BÖLÜM ☆ 3

8.4K 477 169
                                    

Selamlaar***

Yorum yapmayı ve yıldızı boyamayı unutmayın, iyi okumalar

"Pişkin pişkin mesaj atmış bir de!"diye bağırdı Mete. On yedi kişilik dershane sınıfındaki çoğu kişinin dikkatini bir kere daha çektiğinde onu yine sessiz olması için uyardım. Mete sesini alçalttı. "Onu öldüreceğim, biliyorsun değil mi?"

"Hiçbir şey yapmayacaksın."

"Hayır, onu gerçekten öldüreceğim."

"Mete salak salak konuşma."

"Yarın okul çıkışınıza geliyorum ve o haddini bilmez haysiyetsizi öldürüyorum. Konu kapanmıştır."

Dün gece Ardıç'a kendime uygun gördüğüm bir anda onunla konuşmaya hazır olduğumu söyledikten sonra, telefonlarımızı elimizden bırakmıştık. Saatlerce oyalanacak fazlasıyla şey olduğundan ne olduğunu anlamadan saat gece yarısını geçivermişti.

Sabah on gibi uyandığımızda Selin'in annesi Hülya Teyze'nin hazırladığı güzel kahvaltıyı gömmüştük. Açlığımı örtecek kadar iştahım vardı gerçi, masadaki çoğu şeyin tadına bile bakamadan doyduğumu hissetmiştim. İçimde yatan efkarlı blogger, "Ayrılığı boş ver de senin yüzünden yemek yiyemiyorum, kabız ol emi."diye bir söz düşmüştü sabaha. O güzelim börekten bir tane daha yememenin acısını şu an hâlâ çekiyordum.

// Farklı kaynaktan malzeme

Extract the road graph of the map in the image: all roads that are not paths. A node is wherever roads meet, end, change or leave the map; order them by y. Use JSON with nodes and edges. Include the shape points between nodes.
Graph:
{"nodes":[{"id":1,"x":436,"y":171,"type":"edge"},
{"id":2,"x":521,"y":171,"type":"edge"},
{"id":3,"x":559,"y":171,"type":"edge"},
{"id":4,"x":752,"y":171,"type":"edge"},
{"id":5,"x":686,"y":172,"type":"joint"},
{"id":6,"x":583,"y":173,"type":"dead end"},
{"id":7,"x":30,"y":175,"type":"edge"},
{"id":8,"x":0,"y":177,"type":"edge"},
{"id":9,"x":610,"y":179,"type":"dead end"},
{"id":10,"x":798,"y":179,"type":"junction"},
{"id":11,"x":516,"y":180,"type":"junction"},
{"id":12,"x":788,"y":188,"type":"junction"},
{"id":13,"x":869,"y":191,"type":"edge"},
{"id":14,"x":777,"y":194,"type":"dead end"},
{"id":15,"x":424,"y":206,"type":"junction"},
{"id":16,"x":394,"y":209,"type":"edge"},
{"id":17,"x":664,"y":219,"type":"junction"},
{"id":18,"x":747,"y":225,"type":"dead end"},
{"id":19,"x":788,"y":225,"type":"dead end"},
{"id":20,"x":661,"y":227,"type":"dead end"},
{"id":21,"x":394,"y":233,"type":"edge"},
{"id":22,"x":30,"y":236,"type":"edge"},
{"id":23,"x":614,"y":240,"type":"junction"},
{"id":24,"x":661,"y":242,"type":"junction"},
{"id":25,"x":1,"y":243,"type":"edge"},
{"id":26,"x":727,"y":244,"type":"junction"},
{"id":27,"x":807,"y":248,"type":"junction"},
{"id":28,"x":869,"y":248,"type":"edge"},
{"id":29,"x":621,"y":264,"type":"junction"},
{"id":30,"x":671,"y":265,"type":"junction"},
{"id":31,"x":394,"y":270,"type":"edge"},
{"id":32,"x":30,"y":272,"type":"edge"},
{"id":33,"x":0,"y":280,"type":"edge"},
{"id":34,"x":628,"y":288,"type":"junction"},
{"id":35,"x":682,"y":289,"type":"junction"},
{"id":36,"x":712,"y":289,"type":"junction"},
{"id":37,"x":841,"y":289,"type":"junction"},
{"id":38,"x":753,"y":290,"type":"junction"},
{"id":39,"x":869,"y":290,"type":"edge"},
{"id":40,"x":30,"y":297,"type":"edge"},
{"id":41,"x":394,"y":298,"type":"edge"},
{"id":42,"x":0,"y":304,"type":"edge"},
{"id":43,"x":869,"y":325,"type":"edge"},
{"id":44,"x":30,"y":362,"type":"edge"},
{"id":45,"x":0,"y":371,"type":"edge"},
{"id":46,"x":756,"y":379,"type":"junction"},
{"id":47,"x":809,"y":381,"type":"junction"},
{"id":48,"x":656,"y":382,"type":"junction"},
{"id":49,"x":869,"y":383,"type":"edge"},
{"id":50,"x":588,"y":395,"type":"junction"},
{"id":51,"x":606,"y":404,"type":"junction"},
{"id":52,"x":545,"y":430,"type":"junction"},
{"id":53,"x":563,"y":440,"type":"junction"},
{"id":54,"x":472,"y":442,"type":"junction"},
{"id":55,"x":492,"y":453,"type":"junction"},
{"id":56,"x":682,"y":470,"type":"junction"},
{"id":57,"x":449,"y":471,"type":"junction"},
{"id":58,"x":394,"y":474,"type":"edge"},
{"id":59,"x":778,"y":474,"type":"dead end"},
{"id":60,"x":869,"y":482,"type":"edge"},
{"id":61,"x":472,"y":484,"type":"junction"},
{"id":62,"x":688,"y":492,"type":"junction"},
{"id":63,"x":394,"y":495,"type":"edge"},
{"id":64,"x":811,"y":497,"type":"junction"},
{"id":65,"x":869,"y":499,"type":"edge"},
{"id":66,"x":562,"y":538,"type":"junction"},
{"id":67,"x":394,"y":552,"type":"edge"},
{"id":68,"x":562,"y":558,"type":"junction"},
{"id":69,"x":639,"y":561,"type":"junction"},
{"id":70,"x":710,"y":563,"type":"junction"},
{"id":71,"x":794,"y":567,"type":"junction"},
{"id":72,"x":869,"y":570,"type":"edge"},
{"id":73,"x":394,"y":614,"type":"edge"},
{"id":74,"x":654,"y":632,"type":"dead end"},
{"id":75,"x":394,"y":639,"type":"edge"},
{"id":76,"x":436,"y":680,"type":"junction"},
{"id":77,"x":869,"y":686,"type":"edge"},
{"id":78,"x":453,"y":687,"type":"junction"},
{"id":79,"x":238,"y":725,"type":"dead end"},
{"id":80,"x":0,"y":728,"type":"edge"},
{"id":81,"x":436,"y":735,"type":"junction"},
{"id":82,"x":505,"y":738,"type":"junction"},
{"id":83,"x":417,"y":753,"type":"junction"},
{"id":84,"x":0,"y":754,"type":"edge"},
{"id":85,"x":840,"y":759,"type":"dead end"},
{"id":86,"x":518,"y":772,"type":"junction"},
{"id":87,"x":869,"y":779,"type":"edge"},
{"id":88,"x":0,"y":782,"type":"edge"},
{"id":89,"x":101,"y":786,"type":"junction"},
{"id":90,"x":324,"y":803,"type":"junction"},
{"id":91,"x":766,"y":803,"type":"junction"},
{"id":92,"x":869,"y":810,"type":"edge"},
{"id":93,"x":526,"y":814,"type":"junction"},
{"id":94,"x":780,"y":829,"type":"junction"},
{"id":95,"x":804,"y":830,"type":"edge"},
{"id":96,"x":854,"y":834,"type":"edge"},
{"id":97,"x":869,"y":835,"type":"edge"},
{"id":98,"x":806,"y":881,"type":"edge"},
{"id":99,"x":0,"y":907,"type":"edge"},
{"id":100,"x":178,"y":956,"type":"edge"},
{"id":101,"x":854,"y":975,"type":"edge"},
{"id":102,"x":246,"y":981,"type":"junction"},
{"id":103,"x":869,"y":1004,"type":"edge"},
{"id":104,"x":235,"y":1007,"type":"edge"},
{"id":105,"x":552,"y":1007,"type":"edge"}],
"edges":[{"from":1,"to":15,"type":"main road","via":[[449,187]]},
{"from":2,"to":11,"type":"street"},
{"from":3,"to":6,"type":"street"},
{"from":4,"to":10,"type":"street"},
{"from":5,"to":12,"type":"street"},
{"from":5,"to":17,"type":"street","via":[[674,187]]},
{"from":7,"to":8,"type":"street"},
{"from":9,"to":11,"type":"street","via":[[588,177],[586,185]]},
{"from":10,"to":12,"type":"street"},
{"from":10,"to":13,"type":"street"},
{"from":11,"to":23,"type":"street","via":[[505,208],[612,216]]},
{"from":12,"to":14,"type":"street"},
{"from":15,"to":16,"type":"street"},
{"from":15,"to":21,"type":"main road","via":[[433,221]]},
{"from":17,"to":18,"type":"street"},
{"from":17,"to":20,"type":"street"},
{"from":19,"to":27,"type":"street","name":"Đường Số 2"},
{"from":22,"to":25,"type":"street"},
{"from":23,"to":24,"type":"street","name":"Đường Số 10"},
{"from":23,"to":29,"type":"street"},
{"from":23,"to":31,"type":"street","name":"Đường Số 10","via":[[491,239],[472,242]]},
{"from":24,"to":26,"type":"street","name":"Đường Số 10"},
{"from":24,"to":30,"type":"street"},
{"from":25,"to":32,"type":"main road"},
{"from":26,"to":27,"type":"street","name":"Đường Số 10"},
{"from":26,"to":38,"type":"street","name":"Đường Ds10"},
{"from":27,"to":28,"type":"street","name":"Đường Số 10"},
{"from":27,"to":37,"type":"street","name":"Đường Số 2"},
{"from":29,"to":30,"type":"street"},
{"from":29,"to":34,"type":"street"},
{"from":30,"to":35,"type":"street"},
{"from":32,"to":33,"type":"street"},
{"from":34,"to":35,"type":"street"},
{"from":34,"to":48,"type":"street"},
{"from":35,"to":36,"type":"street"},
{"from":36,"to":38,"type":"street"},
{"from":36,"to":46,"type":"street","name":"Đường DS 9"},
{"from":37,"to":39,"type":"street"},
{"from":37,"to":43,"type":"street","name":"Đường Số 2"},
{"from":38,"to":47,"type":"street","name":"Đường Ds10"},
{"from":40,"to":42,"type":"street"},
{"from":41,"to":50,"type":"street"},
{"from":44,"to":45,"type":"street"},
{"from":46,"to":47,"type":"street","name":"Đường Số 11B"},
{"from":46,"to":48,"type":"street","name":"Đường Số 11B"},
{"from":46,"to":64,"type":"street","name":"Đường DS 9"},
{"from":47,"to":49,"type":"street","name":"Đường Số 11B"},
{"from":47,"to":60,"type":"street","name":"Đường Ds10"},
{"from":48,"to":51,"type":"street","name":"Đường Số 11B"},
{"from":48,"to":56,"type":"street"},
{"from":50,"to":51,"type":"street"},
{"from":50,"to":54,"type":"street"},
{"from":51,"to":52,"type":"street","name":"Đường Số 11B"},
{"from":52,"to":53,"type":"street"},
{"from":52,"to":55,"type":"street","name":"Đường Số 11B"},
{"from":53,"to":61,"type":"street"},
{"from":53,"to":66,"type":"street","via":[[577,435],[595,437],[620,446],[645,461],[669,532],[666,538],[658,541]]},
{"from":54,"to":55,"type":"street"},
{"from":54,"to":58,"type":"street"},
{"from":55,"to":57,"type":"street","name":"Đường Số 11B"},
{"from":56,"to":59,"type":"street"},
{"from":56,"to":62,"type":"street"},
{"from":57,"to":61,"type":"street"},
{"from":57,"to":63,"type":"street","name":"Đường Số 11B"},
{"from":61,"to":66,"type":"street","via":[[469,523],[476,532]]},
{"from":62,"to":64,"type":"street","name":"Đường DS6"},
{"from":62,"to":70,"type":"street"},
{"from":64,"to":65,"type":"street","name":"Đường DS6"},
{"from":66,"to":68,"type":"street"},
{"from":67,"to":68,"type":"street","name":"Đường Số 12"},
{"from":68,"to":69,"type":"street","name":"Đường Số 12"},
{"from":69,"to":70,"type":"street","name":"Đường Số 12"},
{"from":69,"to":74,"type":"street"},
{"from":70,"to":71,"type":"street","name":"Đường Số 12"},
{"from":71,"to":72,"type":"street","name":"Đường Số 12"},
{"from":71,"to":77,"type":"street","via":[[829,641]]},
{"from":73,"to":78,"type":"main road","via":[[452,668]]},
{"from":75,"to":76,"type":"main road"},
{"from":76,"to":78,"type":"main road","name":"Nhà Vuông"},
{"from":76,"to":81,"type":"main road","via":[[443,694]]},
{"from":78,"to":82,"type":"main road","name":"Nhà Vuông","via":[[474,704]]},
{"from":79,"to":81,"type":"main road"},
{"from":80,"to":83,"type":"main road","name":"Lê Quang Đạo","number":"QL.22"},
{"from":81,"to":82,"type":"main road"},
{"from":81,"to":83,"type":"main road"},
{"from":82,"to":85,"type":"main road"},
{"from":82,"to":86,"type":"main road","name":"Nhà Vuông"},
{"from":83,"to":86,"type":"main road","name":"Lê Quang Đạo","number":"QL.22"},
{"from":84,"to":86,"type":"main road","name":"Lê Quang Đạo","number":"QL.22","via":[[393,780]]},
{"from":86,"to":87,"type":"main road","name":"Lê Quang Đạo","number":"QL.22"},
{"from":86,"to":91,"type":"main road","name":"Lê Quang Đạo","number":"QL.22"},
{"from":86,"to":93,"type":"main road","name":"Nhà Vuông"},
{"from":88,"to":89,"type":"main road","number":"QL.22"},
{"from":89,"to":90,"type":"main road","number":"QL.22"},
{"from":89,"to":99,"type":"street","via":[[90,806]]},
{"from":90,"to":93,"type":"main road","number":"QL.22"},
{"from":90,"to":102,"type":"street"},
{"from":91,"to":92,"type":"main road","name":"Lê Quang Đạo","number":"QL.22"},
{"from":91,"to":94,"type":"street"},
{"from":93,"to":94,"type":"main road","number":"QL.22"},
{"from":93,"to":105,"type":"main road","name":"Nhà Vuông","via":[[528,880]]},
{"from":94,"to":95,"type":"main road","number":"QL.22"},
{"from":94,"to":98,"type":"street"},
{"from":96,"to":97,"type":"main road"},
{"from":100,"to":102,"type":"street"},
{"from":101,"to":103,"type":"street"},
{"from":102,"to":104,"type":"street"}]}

Kahvaltıdan sonra klasik pazar günü planımı uygulayıp öğlen başlayan dersim için dershaneye gelmiştim. Bu sefer, dün derse gelmeyen Mete de gelmişti. Ben de cuma günü yaşadığım boktan olayı ona anlatmış, dün gece yaşananları es geçmemiştim. Anlatmaya başladığımdan beridir yükseliyor, bağırıyor ve küfür ediyordu. Mete'yle iki senelik samimi bir ilişkimiz vardı ve Koray'dan sonraki en iyi erkek arkadaşımdı. Gerçi Koray'la eskisi gibi olmadığımıza göre en yakın erkek arkadaşım da diyebilirdik.

Bugün de hayatımın serseriliklerinden birini yapıp dün gibi ders dinlemediğimde içimde bir pişmanlık oluştu. Cuma gününden beridir üç gün geçmişti ve ben üç gündür derse dair hiçbir şey yapmıyordum. Birçok üniversite sınavı rakibim şu an beni elemişti.

Saatler sonra dersten çıkıp eve gitmek için otobüs durağına yürümeye başlamıştık. Mete en az Seray kadar sinirlenmiş, benden daha fazla tepki göstermişti. Sinirli olduğunu yüzündeki ifadeden kavrayabiliyordum.

"Kanka ciddi ciddi ne yapmayı düşünüyorsun?"diye sordu durakta otobüs beklerken. "Konuşacak mısın Ardıç'la?"

"Evet," Derince nefes aldım. Bugün hava diğer günlere göre biraz daha ılıktı. Dün sağanak yağmur yağmışken şu an yumuşak olan hava dışarıda durmak istemem sebep olmuştu. "Beni neden aldattığını merak ediyorum."

Artık bunu o kadar düz bir ifadeyle söylemiştim ki sanırım üç günün sonunda aldatıldığımı kavrayabilmiştim. Evet, ortada bana yapılan büyük bir şerefsizlik vardı ve ben bir sadist gibi Ardıç'ın gözlerimin önünde utancından gebermesini izlemek istiyordum. Her saat başını ona olan duygularım değişiyor olsada şu an durum böyleydi.

"Fazla merak göte vurur bak, benden demesi," Başta kendisi olmak üzere sinirlerimizi yatıştırmaya çalışıyordu. Kolunu omzumdan attı, beni kendine doğru çekti. "Ya beni biliyorsun, asla teselli etmeyi bilemem. Ama o çocuğu parçalayacağımı bil. Ayrıca ben her zaman yanındayım. Götü boklu çocuğun ardından daha fazla yıpratma kendini."